• **Provided records**

───

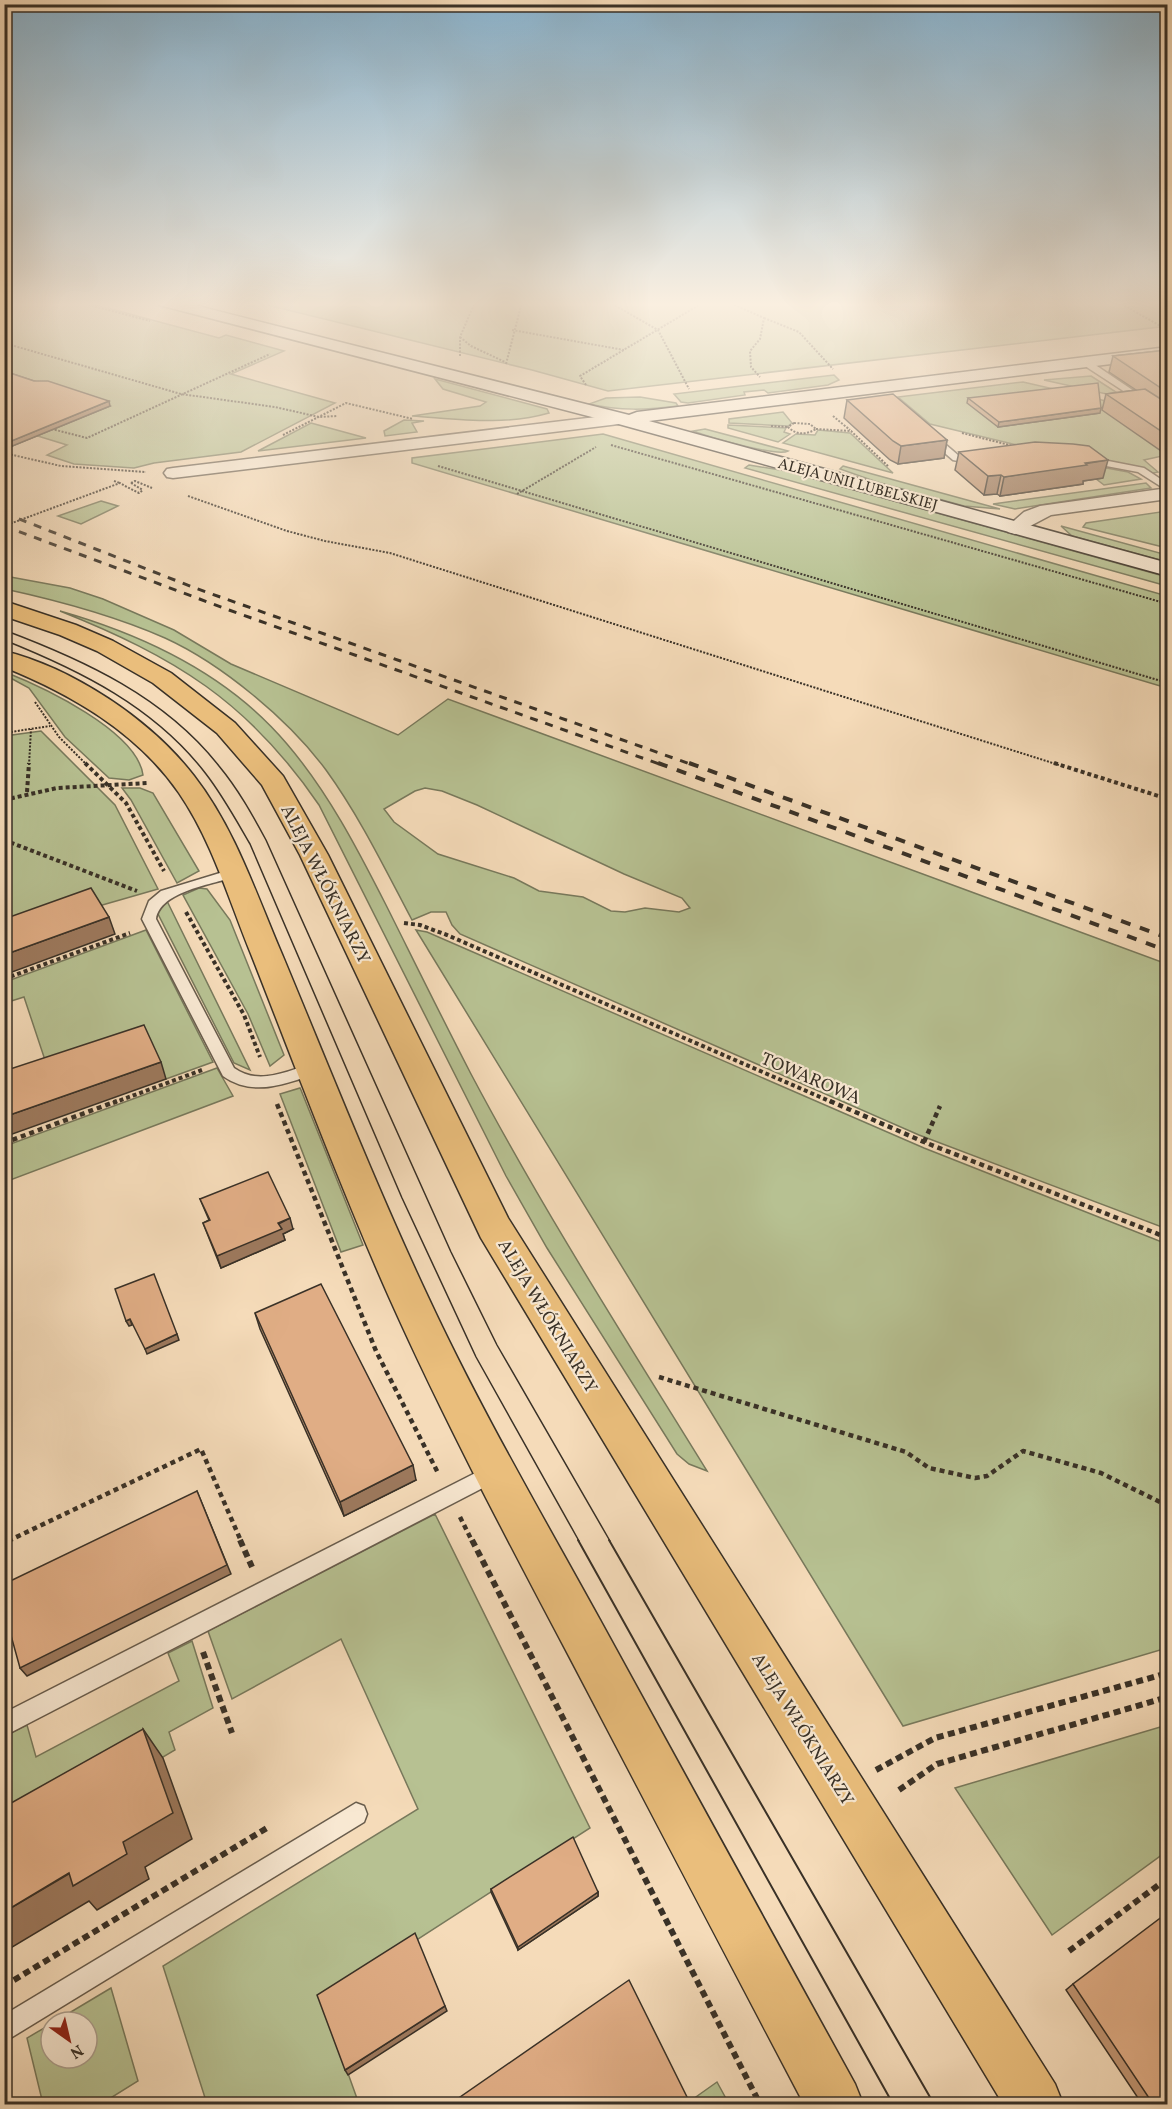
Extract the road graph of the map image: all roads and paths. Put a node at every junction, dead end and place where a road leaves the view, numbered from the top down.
1 (167, 400) edge
2 (227, 400) edge
3 (549, 400) edge
4 (799, 400) edge
5 (1141, 400) edge
6 (337, 416) dead end
7 (319, 417) junction
8 (1167, 418) edge
9 (419, 419) dead end
10 (621, 419) junction
11 (918, 426) edge
12 (48, 428) edge
13 (816, 429) junction
14 (962, 433) dead end
15 (276, 438) dead end
16 (1016, 447) edge
17 (4, 453) edge
18 (1079, 459) edge
19 (987, 461) edge
20 (430, 463) dead end
21 (889, 467) edge
22 (173, 472) junction
23 (114, 480) dead end
24 (120, 483) junction
25 (149, 488) dead end
26 (1167, 488) edge
27 (521, 491) junction
28 (1167, 493) edge
29 (517, 494) dead end
30 (4, 526) edge
31 (1016, 528) junction
32 (1167, 570) edge
33 (1167, 603) edge
34 (4, 608) edge
35 (4, 658) edge
36 (1167, 683) edge
37 (32, 697) dead end
38 (50, 726) junction
39 (30, 729) junction
40 (4, 733) edge
41 (185, 782) junction
42 (109, 784) junction
43 (27, 792) junction
44 (1167, 799) edge
45 (4, 801) edge
46 (4, 840) edge
47 (233, 873) junction
48 (172, 890) junction
49 (157, 899) junction
50 (404, 923) dead end
51 (151, 925) junction
52 (4, 979) edge
53 (222, 1063) junction
54 (314, 1069) junction
55 (269, 1082) junction
56 (940, 1106) dead end
57 (924, 1142) junction
58 (4, 1143) edge
59 (1167, 1238) edge
60 (659, 1377) dead end
61 (495, 1472) junction
62 (449, 1496) junction
63 (1167, 1506) edge
64 (4, 1543) edge
65 (254, 1573) dead end
66 (195, 1627) junction
67 (1167, 1673) edge
68 (1167, 1697) edge
69 (4, 1725) edge
70 (232, 1733) dead end
71 (899, 1790) dead end
72 (841, 1791) junction
73 (356, 1814) dead end
74 (267, 1828) dead end
75 (1167, 1878) edge
76 (1070, 1951) dead end
77 (4, 1986) edge
78 (4, 2030) edge
79 (760, 2104) edge
80 (835, 2104) edge
81 (1035, 2104) edge

1 - 12 path
2 - 7 path
3 - 10 street, ALEJA UNII LUBELSKIEJ
4 - 10 street
5 - 8 lane
6 - 7 path
7 - 9 path
7 - 15 path
10 - 22 street
10 - 31 street, ALEJA UNII LUBELSKIEJ
11 - 19 lane
13 - 13 path
13 - 21 path
14 - 16 path
17 - 22 path
18 - 26 lane
20 - 27 path
22 - 44 path
23 - 24 path, bridge
24 - 25 path, bridge
24 - 30 path, bridge
27 - 29 path
27 - 33 path
27 - 36 path
28 - 31 street
31 - 32 street, ALEJA UNII LUBELSKIEJ
34 - 72 main road, ALEJA WŁÓKNIARZY
35 - 41 main road
37 - 38 path
38 - 39 path
38 - 42 path
39 - 40 path
39 - 43 path
41 - 42 path
41 - 47 main road
42 - 43 path
42 - 48 path
43 - 45 path
46 - 49 path
47 - 48 lane
47 - 54 main road
48 - 49 lane
48 - 55 path
49 - 51 lane
50 - 57 path, TOWAROWA
51 - 52 path
51 - 53 lane
53 - 55 lane
53 - 58 path
54 - 55 lane
54 - 61 main road
55 - 62 path
56 - 57 path
57 - 59 path, TOWAROWA
60 - 63 path
61 - 62 lane
61 - 80 main road
62 - 66 lane
62 - 79 path
64 - 65 path
66 - 69 lane
66 - 70 path
67 - 72 path
68 - 71 path
72 - 81 main road, ALEJA WŁÓKNIARZY
73 - 78 lane
74 - 77 path
75 - 76 path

───

• **Exercise**
Pictures stay out of the answer; the rest of the listing above is returned exactly.

• **Output below**
Extract the road graph of the map image: all roads and paths. Put a node at every junction, dead end and place where a road leaves the view, numbered from the top down.
1 (167, 400) edge
2 (227, 400) edge
3 (549, 400) edge
4 (799, 400) edge
5 (1141, 400) edge
6 (337, 416) dead end
7 (319, 417) junction
8 (1167, 418) edge
9 (419, 419) dead end
10 (621, 419) junction
11 (918, 426) edge
12 (48, 428) edge
13 (816, 429) junction
14 (962, 433) dead end
15 (276, 438) dead end
16 (1016, 447) edge
17 (4, 453) edge
18 (1079, 459) edge
19 (987, 461) edge
20 (430, 463) dead end
21 (889, 467) edge
22 (173, 472) junction
23 (114, 480) dead end
24 (120, 483) junction
25 (149, 488) dead end
26 (1167, 488) edge
27 (521, 491) junction
28 (1167, 493) edge
29 (517, 494) dead end
30 (4, 526) edge
31 (1016, 528) junction
32 (1167, 570) edge
33 (1167, 603) edge
34 (4, 608) edge
35 (4, 658) edge
36 (1167, 683) edge
37 (32, 697) dead end
38 (50, 726) junction
39 (30, 729) junction
40 (4, 733) edge
41 (185, 782) junction
42 (109, 784) junction
43 (27, 792) junction
44 (1167, 799) edge
45 (4, 801) edge
46 (4, 840) edge
47 (233, 873) junction
48 (172, 890) junction
49 (157, 899) junction
50 (404, 923) dead end
51 (151, 925) junction
52 (4, 979) edge
53 (222, 1063) junction
54 (314, 1069) junction
55 (269, 1082) junction
56 (940, 1106) dead end
57 (924, 1142) junction
58 (4, 1143) edge
59 (1167, 1238) edge
60 (659, 1377) dead end
61 (495, 1472) junction
62 (449, 1496) junction
63 (1167, 1506) edge
64 (4, 1543) edge
65 (254, 1573) dead end
66 (195, 1627) junction
67 (1167, 1673) edge
68 (1167, 1697) edge
69 (4, 1725) edge
70 (232, 1733) dead end
71 (899, 1790) dead end
72 (841, 1791) junction
73 (356, 1814) dead end
74 (267, 1828) dead end
75 (1167, 1878) edge
76 (1070, 1951) dead end
77 (4, 1986) edge
78 (4, 2030) edge
79 (760, 2104) edge
80 (835, 2104) edge
81 (1035, 2104) edge

1 - 12 path
2 - 7 path
3 - 10 street, ALEJA UNII LUBELSKIEJ
4 - 10 street
5 - 8 lane
6 - 7 path
7 - 9 path
7 - 15 path
10 - 22 street
10 - 31 street, ALEJA UNII LUBELSKIEJ
11 - 19 lane
13 - 13 path
13 - 21 path
14 - 16 path
17 - 22 path
18 - 26 lane
20 - 27 path
22 - 44 path
23 - 24 path, bridge
24 - 25 path, bridge
24 - 30 path, bridge
27 - 29 path
27 - 33 path
27 - 36 path
28 - 31 street
31 - 32 street, ALEJA UNII LUBELSKIEJ
34 - 72 main road, ALEJA WŁÓKNIARZY
35 - 41 main road
37 - 38 path
38 - 39 path
38 - 42 path
39 - 40 path
39 - 43 path
41 - 42 path
41 - 47 main road
42 - 43 path
42 - 48 path
43 - 45 path
46 - 49 path
47 - 48 lane
47 - 54 main road
48 - 49 lane
48 - 55 path
49 - 51 lane
50 - 57 path, TOWAROWA
51 - 52 path
51 - 53 lane
53 - 55 lane
53 - 58 path
54 - 55 lane
54 - 61 main road
55 - 62 path
56 - 57 path
57 - 59 path, TOWAROWA
60 - 63 path
61 - 62 lane
61 - 80 main road
62 - 66 lane
62 - 79 path
64 - 65 path
66 - 69 lane
66 - 70 path
67 - 72 path
68 - 71 path
72 - 81 main road, ALEJA WŁÓKNIARZY
73 - 78 lane
74 - 77 path
75 - 76 path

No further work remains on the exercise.